Figure 1 illustrates an example of a mixed mode input buffer 100 with passive loading. In this example, the reference voltage network can be designed to mix 50% of the first reference voltage VR1 and the second reference voltage VR2, respectively. However, as mentioned earlier, passive load designs can also be used to mix different ratios of reference voltages. For example, the first reference voltage VR1 may include 75% of the passive load, and the second reference voltage VR2 may include 25% of the passive load.

FIG. 2 is a schematic diagram showing a mixed mode input buffer 200 in the second embodiment of the present invention. In the embodiment of Figure 2, the input buffer 200 has a basic operational transconductance amplifier (OTA). The input buffer 200 has a similar connection design to the input buffer 100 shown in FIG. 1, however, the resistors 164 and 166 are replaced by internal loads N1 and N2. In this embodiment, the internal loads N1 and N2 are respectively It is two P-type field effect transistors. In some embodiments, the P-type field effect transistors N1 and N2 are designed such that the second reference voltage VR2 includes 25% of the sum of the reference voltages.

FIG. 3 is a schematic diagram showing one of the mixed mode input buffers 300 in the third embodiment of the present invention. In the design of the input buffer 300, it has an active load. A bias generator 350 supplies a bias signal BiasN to the gate terminal of the transistor M4 and supplies a bias signal BiasP to the loads N1 and N2. In some embodiments, transistors M2 and M3 will be designed such that the second reference voltage VR2 provides 25% of the sum of the reference voltages.

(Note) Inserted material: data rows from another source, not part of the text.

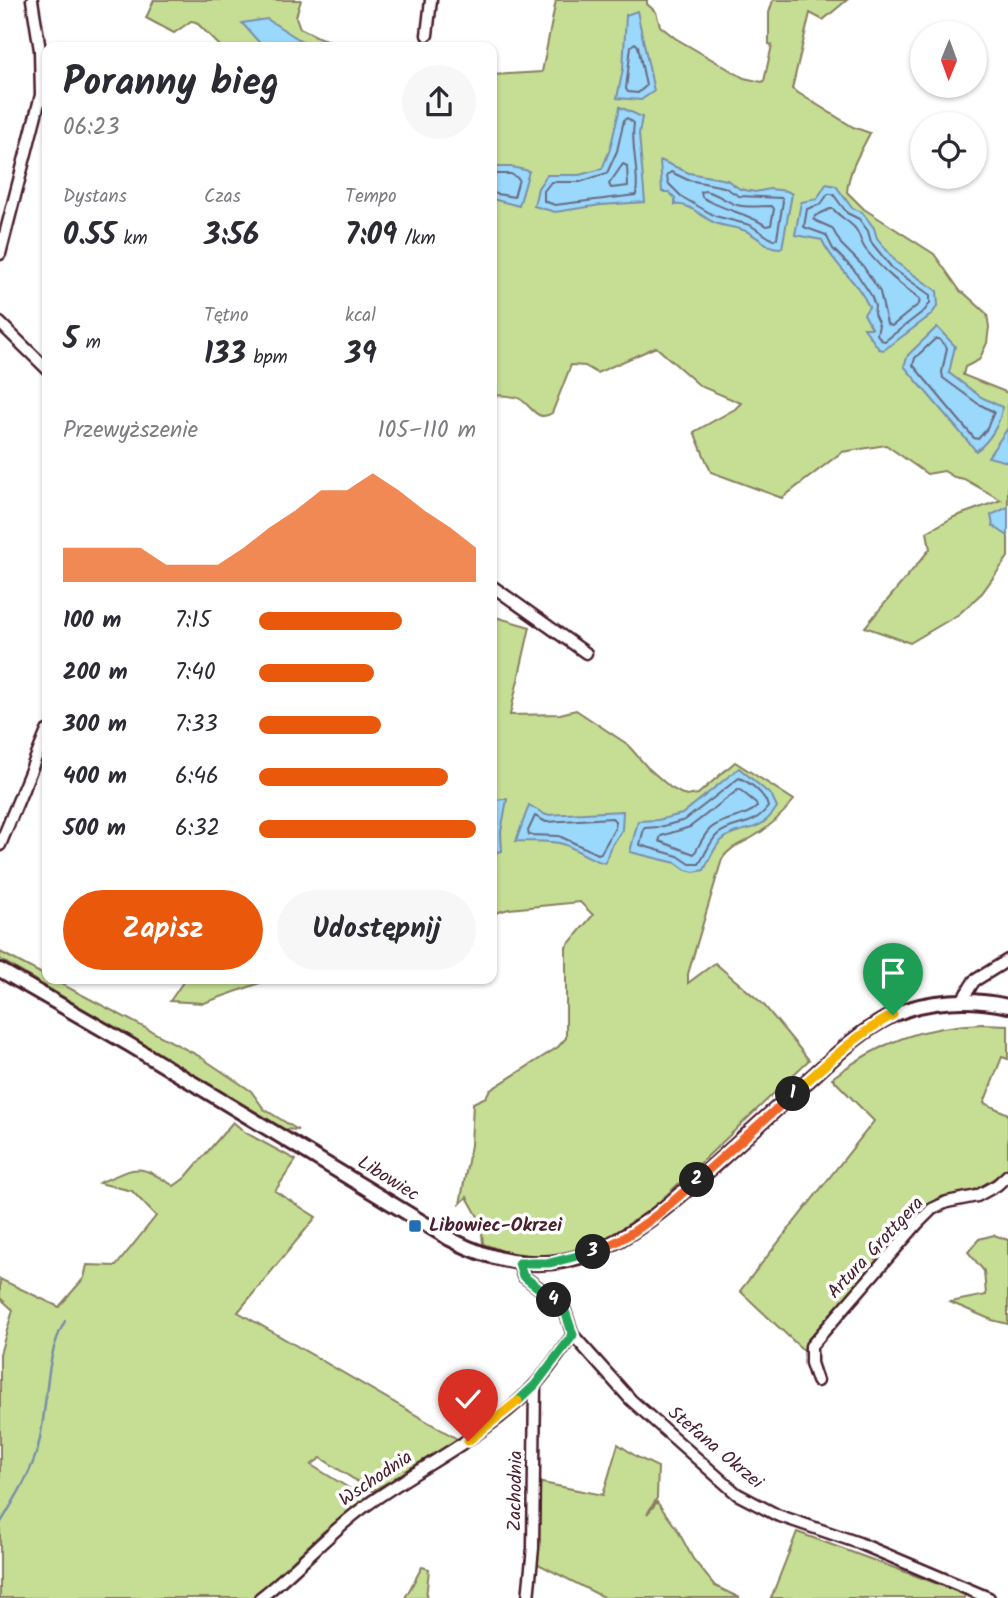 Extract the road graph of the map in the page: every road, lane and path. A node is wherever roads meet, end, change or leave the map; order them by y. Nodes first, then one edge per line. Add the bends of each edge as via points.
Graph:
1 (32, 0) edge
2 (432, 0) edge
3 (427, 35) dead end
4 (0, 254) edge
5 (0, 323) edge
6 (42, 364) edge
7 (497, 590) edge
8 (586, 653) dead end
9 (42, 744) edge
10 (0, 845) edge
11 (1008, 960) edge
12 (0, 970) edge
13 (961, 1002) junction
14 (1008, 1006) edge
15 (1008, 1175) edge
16 (519, 1263) junction
17 (573, 1335) junction
18 (817, 1381) dead end
19 (535, 1385) junction
20 (260, 1598) edge
21 (528, 1598) edge
22 (989, 1598) edge

1 - 4 street via 41,95
2 - 3 street
5 - 6 street
7 - 8 street
9 - 10 street
11 - 13 street via 974,981
12 - 16 street, Libowiec via 450,1239 486,1256
13 - 14 street, Libowiec
13 - 16 street, Libowiec via 910,1009 875,1025 693,1184 609,1247 550,1263
15 - 18 street, Artura Grottgera via 977,1196 932,1209 917,1224 811,1346
16 - 17 street, Stefana Okrzei via 523,1276 565,1311
17 - 19 street, Wschodnia
17 - 22 street, Stefana Okrzei via 631,1400 737,1494 777,1515 859,1543
19 - 20 street, Wschodnia via 468,1441 338,1527
19 - 21 street, Zachodnia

FIG. 4 is a schematic diagram showing a mixed mode input buffer 400 in the fourth embodiment of the present invention. In the embodiment illustrated in FIG. 4, the input buffer 400 is designed to have a basic operational transconductance amplifier having a self-generated bias voltage. Specifically, the internal loads N1 and N2 of the input buffer 400 are designed according to the basic operational transduction amplifier architecture shown in FIG. 2, and the difference between FIG. 2 and FIG. 4 is: FIG. The bias signal BiasN supplied to the gate terminal G _M4 of the transistor M4 is generated inside the input buffer 400. Likewise, in some embodiments, transistors M2 and M3 will be designed such that the second reference voltage VR2 provides 25% of the sum of the reference voltages.

FIG. 5 is a schematic diagram showing a mixed mode input buffer 500 having a plurality of reference voltages in a fifth embodiment of the present invention. In some embodiments, the first reference voltage VR1 is an external reference voltage signal, and the reference voltage signals other than the first reference voltage VR1 are internally generated. In some embodiments, other reference voltage signals may be generated internally and/or externally.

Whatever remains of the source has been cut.